Imagine your child is suffering from a rare disease. You’ve consulted countless doctors and explored every available treatment in the United States, but your child’s condition continues to deteriorate. Then, one day, your child’s physician mentions a promising new treatment tailor-made for your child’s unique genetic makeup.

Unfortunately, there’s a major hurdle.

The treatment is only available in Europe because the US Food and Drug Administration’s (FDA) outdated approval process is delaying the treatment’s timely access in the United States. To save your child, you’d have to travel overseas and possibly relocate for many months to obtain the needed treatment.

This is not a fictional scenario. It is a heartbreaking reality for families whose loved ones are running out of time. But it doesn’t have to be this way.

In North Carolina, hope is on the horizon for suffering patients thanks to a proposal that passed the General Assembly just this week and now awaits Gov. Roy Cooper’s signature.

The Right to Try Individualized Treatments Act offers a potential lifeline for those families. This legislation allows patients suffering from severely debilitating or life-threatening illnesses to work with their physicians to seek pioneering investigational treatments. These treatments, designed for specific individuals based on their unique genetic makeup, offer a hyper-personalized approach that promises to revolutionize how we treat rare and genetic diseases.

Unfortunately, an outdated regulatory approach at the FDA means many of the most promising potential treatments are kept out of the hands of patients with rare diseases. It’s estimated that just 5% of rare diseases have an FDA-approved treatment. 

The FDA’s clinical-trial process can take years to complete and is structured to evaluate drugs meant for large patient populations, not treatments designed for single patients. This mismatch between the latest science and the regulatory system means patients are denied access to the most innovative treatments because the FDA’s clinical-trial protocols aren’t designed with individualized treatments in mind. This occurs despite the fact that individualized treatments represent groundbreaking modern medicine.

One million North Carolinians are living with a rare disease — they and their families deserve better. The Right to Try Individualized Treatments Act can help solve this regulatory mismatch and get innovative treatments to the people who need them most.

North Carolina has a rich history of supporting patient-centered policies. Building on the state’s prominence as a leading global innovation hub, North Carolina passed its original Right to Try law in 2015, allowing terminally ill patients to access experimental drugs that have cleared Stage 1 of FDA clinical trials.

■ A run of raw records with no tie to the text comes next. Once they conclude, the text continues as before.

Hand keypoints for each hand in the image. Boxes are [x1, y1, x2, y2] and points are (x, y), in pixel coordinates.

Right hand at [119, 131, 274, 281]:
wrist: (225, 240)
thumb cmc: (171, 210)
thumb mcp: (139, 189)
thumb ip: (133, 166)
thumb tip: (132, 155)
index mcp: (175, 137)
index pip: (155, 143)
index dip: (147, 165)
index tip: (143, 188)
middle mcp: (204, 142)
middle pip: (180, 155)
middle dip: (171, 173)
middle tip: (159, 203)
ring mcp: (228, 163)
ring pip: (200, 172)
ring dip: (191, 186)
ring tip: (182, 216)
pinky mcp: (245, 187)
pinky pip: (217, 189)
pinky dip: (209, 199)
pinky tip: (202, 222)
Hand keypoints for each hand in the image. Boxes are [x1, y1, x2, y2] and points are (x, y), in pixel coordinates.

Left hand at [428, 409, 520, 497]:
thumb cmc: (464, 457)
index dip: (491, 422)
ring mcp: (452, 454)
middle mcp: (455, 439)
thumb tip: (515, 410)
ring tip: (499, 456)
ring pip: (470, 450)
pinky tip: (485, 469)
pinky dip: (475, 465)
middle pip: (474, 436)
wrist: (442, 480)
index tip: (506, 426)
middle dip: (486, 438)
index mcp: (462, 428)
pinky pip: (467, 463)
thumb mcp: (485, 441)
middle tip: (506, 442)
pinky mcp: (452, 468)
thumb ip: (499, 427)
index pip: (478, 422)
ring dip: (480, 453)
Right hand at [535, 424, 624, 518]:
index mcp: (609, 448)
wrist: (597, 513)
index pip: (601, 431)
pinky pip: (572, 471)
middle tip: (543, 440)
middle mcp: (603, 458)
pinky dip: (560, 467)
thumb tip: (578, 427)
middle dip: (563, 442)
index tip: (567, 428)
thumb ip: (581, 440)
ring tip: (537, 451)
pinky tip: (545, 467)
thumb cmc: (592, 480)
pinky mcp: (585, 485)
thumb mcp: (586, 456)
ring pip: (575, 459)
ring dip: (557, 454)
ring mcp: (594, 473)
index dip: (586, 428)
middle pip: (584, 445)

Right to Try has been a beacon of hope for terminally ill patients — even more so after this groundbreaking reform was signed into federal law in 2018. In 2019, the North Carolina legislature expanded the state’s Right to Try Act to allow terminally and chronically ill patients to receive experimental stem-cell treatments.

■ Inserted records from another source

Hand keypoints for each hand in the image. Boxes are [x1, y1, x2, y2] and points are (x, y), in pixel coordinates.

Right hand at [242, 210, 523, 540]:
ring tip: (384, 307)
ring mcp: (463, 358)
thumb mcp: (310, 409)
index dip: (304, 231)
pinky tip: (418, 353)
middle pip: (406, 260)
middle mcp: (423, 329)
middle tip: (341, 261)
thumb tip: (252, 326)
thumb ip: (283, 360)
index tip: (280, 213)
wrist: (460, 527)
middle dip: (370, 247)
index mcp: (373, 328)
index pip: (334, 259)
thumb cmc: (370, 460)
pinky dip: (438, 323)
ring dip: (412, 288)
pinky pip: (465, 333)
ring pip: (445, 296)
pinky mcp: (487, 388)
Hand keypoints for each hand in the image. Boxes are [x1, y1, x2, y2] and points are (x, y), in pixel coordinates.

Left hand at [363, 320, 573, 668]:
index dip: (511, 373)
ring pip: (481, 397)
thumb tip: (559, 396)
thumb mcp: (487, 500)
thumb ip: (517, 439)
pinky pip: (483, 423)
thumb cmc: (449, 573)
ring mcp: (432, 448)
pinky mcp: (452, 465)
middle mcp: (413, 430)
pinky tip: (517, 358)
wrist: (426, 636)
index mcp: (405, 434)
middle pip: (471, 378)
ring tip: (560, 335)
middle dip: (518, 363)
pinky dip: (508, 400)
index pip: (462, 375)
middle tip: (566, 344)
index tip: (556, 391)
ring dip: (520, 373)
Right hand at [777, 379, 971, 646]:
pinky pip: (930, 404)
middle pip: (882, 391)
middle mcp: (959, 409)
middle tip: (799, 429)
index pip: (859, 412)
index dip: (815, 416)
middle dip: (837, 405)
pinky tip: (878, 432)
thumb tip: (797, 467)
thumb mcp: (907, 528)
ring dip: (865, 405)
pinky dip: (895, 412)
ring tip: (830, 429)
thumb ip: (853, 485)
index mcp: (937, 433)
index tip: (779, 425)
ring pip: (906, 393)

This most recent proposal builds on that success by establishing a new pathway for those patients whose doctors believe an individualized treatment offers the most hope.

This bill helps ensure that North Carolina’s Research Triangle, which is home to some of the world’s most innovative medical research, remains on the cutting edge of medical innovation.

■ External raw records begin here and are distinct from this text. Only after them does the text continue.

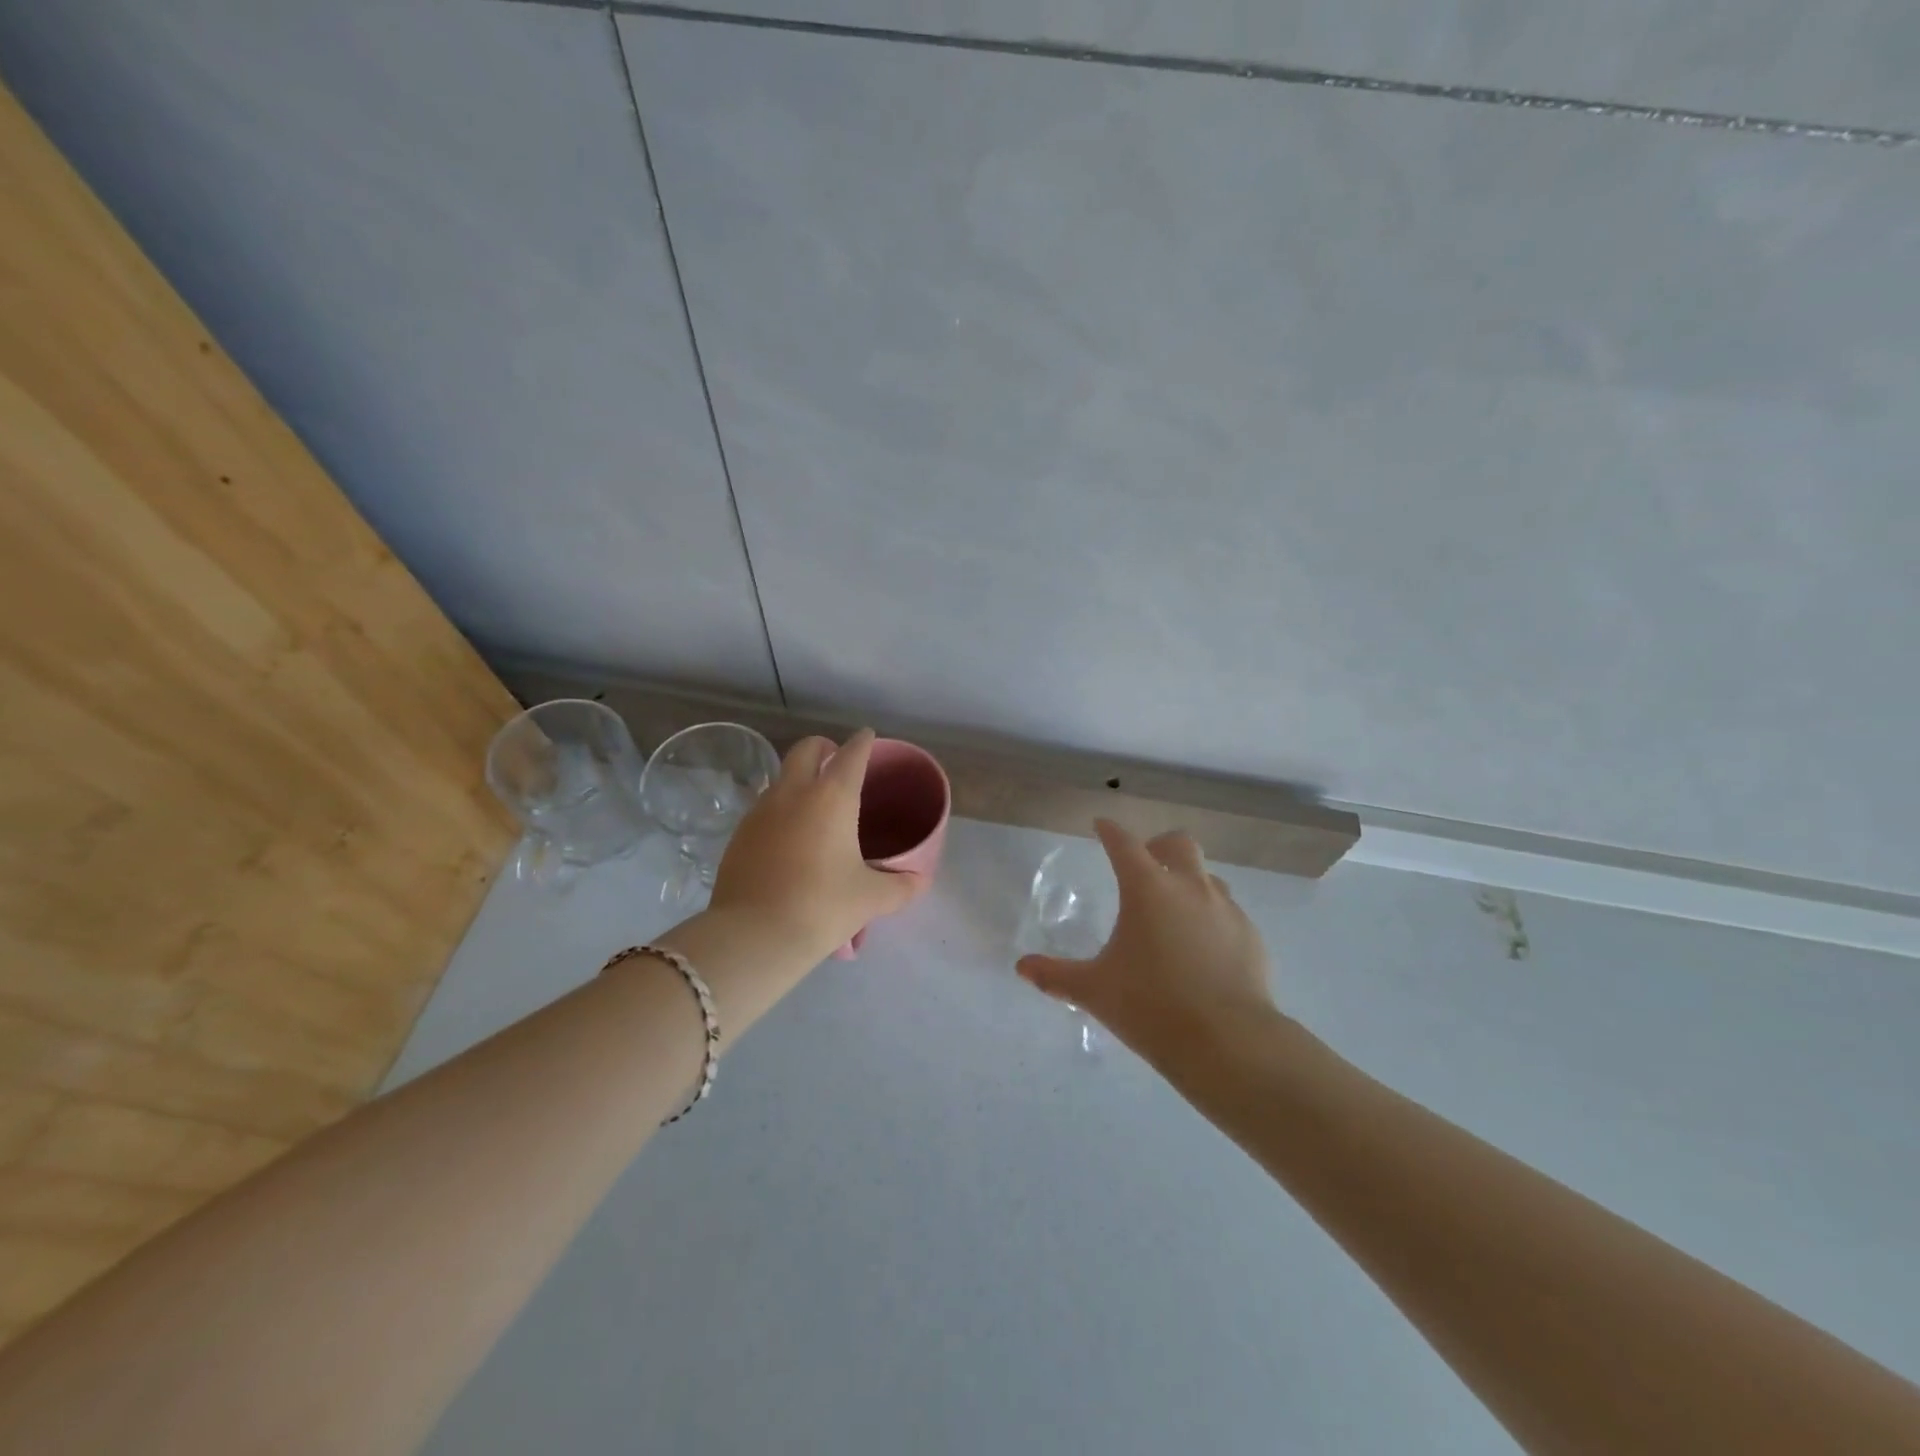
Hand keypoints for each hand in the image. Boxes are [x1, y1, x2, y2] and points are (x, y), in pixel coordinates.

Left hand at [706, 728, 919, 963]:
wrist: (753, 936)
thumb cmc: (822, 907)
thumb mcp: (871, 899)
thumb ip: (901, 886)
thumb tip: (920, 881)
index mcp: (832, 797)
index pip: (851, 754)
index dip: (863, 742)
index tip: (868, 738)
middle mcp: (793, 793)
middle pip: (806, 749)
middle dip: (824, 747)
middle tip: (837, 763)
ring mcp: (760, 811)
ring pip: (781, 778)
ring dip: (799, 779)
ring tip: (815, 807)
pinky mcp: (739, 835)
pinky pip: (764, 808)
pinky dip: (781, 810)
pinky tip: (790, 839)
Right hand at [1017, 819, 1278, 1062]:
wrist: (1228, 1043)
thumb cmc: (1150, 1006)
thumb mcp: (1094, 991)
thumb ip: (1056, 975)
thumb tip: (1021, 968)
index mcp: (1147, 889)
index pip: (1124, 843)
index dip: (1110, 831)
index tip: (1102, 826)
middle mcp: (1189, 887)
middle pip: (1178, 843)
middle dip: (1159, 847)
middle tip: (1145, 867)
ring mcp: (1226, 909)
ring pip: (1208, 877)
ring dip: (1189, 882)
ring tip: (1175, 913)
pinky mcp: (1251, 937)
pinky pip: (1229, 913)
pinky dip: (1212, 919)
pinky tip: (1204, 951)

North Carolina has a unique opportunity to bring these cures to patients and join a growing list of states that have unleashed potential innovation in the healthcare industry. By expanding the Right to Try, North Carolina can open a needed pathway for suffering patients to safely access individualized treatments and keep the state at the epicenter of global innovation.

The Right to Try Individualized Treatments Act promises to keep North Carolina at the forefront of medical innovation, ensuring that the state continues to be a beacon of hope for patients and families desperately in need of state-of-the-art medical solutions.

Sen. Benton Sawrey and Rep. Allen Chesser, members of the North Carolina General Assembly, are co-sponsoring the Right to Try Individualized Treatments Act.